== ACTIVITY ==
Restate the entries below without a single change.
+++ MATERIAL TO PROCESS
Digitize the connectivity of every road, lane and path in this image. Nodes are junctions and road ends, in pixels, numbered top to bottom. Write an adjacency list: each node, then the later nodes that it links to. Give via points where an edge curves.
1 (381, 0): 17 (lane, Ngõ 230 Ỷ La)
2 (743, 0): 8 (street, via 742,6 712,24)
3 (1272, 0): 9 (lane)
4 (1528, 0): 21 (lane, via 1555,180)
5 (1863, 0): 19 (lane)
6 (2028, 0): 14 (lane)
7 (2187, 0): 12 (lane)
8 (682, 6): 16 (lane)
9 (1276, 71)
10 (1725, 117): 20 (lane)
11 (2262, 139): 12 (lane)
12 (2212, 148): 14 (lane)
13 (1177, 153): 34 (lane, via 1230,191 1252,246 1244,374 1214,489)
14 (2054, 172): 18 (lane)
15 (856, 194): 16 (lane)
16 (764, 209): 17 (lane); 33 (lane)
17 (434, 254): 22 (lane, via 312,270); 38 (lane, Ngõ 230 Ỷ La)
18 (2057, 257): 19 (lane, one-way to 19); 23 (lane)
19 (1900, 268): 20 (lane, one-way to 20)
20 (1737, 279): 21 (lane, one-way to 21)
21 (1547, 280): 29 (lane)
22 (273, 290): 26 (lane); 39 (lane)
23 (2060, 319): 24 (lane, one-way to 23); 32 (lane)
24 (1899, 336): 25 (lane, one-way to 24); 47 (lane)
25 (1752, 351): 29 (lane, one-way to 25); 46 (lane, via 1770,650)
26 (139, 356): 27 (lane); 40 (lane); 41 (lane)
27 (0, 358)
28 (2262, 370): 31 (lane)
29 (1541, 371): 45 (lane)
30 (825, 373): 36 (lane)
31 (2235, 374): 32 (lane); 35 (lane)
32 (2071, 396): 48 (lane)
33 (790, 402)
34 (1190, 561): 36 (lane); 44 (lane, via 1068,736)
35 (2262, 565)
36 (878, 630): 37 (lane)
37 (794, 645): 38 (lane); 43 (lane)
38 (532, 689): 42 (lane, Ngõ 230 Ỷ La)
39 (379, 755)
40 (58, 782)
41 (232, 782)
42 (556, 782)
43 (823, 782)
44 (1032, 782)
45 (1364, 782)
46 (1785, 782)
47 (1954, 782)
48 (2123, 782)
++++++
== EXERCISE RESPONSE ==
Digitize the connectivity of every road, lane and path in this image. Nodes are junctions and road ends, in pixels, numbered top to bottom. Write an adjacency list: each node, then the later nodes that it links to. Give via points where an edge curves.
1 (381, 0): 17 (lane, Ngõ 230 Ỷ La)
2 (743, 0): 8 (street, via 742,6 712,24)
3 (1272, 0): 9 (lane)
4 (1528, 0): 21 (lane, via 1555,180)
5 (1863, 0): 19 (lane)
6 (2028, 0): 14 (lane)
7 (2187, 0): 12 (lane)
8 (682, 6): 16 (lane)
9 (1276, 71)
10 (1725, 117): 20 (lane)
11 (2262, 139): 12 (lane)
12 (2212, 148): 14 (lane)
13 (1177, 153): 34 (lane, via 1230,191 1252,246 1244,374 1214,489)
14 (2054, 172): 18 (lane)
15 (856, 194): 16 (lane)
16 (764, 209): 17 (lane); 33 (lane)
17 (434, 254): 22 (lane, via 312,270); 38 (lane, Ngõ 230 Ỷ La)
18 (2057, 257): 19 (lane, one-way to 19); 23 (lane)
19 (1900, 268): 20 (lane, one-way to 20)
20 (1737, 279): 21 (lane, one-way to 21)
21 (1547, 280): 29 (lane)
22 (273, 290): 26 (lane); 39 (lane)
23 (2060, 319): 24 (lane, one-way to 23); 32 (lane)
24 (1899, 336): 25 (lane, one-way to 24); 47 (lane)
25 (1752, 351): 29 (lane, one-way to 25); 46 (lane, via 1770,650)
26 (139, 356): 27 (lane); 40 (lane); 41 (lane)
27 (0, 358)
28 (2262, 370): 31 (lane)
29 (1541, 371): 45 (lane)
30 (825, 373): 36 (lane)
31 (2235, 374): 32 (lane); 35 (lane)
32 (2071, 396): 48 (lane)
33 (790, 402)
34 (1190, 561): 36 (lane); 44 (lane, via 1068,736)
35 (2262, 565)
36 (878, 630): 37 (lane)
37 (794, 645): 38 (lane); 43 (lane)
38 (532, 689): 42 (lane, Ngõ 230 Ỷ La)
39 (379, 755)
40 (58, 782)
41 (232, 782)
42 (556, 782)
43 (823, 782)
44 (1032, 782)
45 (1364, 782)
46 (1785, 782)
47 (1954, 782)
48 (2123, 782)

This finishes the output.